Place burner dishes on firm ground (or the unlit flat plate of a barbecue) and half-fill dishes with methylated spirits. Light the meths and place smoker over burners. Place lid on smoker, two bricks on top of lid and smoke duck for 12-15 minutes, without lifting the lid, until meths has evaporated and duck is medium-rare. Start the timing from when you first see smoke escaping from the sides of the smoker. Very carefully remove the lid as it will be very hot.

Remove duck from smoker, place onto a plate, and cover plate with a tea towel tucked under plate. Rest duck for 5 minutes.

Slice duck breasts slightly on the angle, aiming for 8- 10 slices per breast, and as you slice reform duck into breasts.

On individual plates or a platter arrange duck with Roasted Mustard Cherries and salad greens. Drizzle plate or platter with reserved syrup from Roasted Mustard Cherries. Refrigerate left over duck for up to two days to serve cold in a salad.


Brine

Makes 1.350l

5 cups water

½ cup flaky sea salt

5 tablespoons brown sugar

Place water into a jug, add salt and sugar and stir until dissolved.

Roasted Mustard Cherries

Makes 410g/75-80 cherries

Clever chef Julie Le Clerc first gave me the idea of roasting dried fruit using this method.

170g (1 cup) dried cherries {imported from California and available in Alison's Pantry at New World supermarkets}

1 teaspoon mustard powder

1 ½ teaspoons yellow mustard seeds

1/4 teaspoon salt

2/3 cup brown sugar

1/2 cup white wine vinegar [we use chardonnay vinegar}

1 ½ cups pinot noir

Preheat oven to 180°C.

Place cherries into a small roasting tray and sprinkle with mustard powder, mustard seeds, salt and sugar. Pour vinegar and pinot noir into roasting tray and gently toss ingredients together.

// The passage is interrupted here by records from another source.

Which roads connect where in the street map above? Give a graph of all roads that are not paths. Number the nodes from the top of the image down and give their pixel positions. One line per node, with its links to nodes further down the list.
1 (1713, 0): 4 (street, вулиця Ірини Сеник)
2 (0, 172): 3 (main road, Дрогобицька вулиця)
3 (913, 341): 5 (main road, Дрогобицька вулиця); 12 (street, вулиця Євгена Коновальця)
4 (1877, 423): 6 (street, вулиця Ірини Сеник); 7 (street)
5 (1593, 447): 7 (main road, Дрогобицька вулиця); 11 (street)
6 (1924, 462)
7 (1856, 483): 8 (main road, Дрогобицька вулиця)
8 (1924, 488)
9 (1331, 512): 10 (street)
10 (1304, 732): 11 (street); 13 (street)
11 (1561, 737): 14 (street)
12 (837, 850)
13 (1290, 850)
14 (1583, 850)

Place into oven and roast for 10 minutes. Remove from oven and once again gently toss together. Place back into oven and cook for a further 10 minutes or until cherries are just beginning to darken in colour. Remove from oven and toss again. Return to oven and cook for a further 10-12 minutes or until liquid is syrupy.

Cool and transfer to an airtight container. Cover and store in refrigerator for up to 2 months. Be careful that hands or a dirty utensil do not go into container at any time.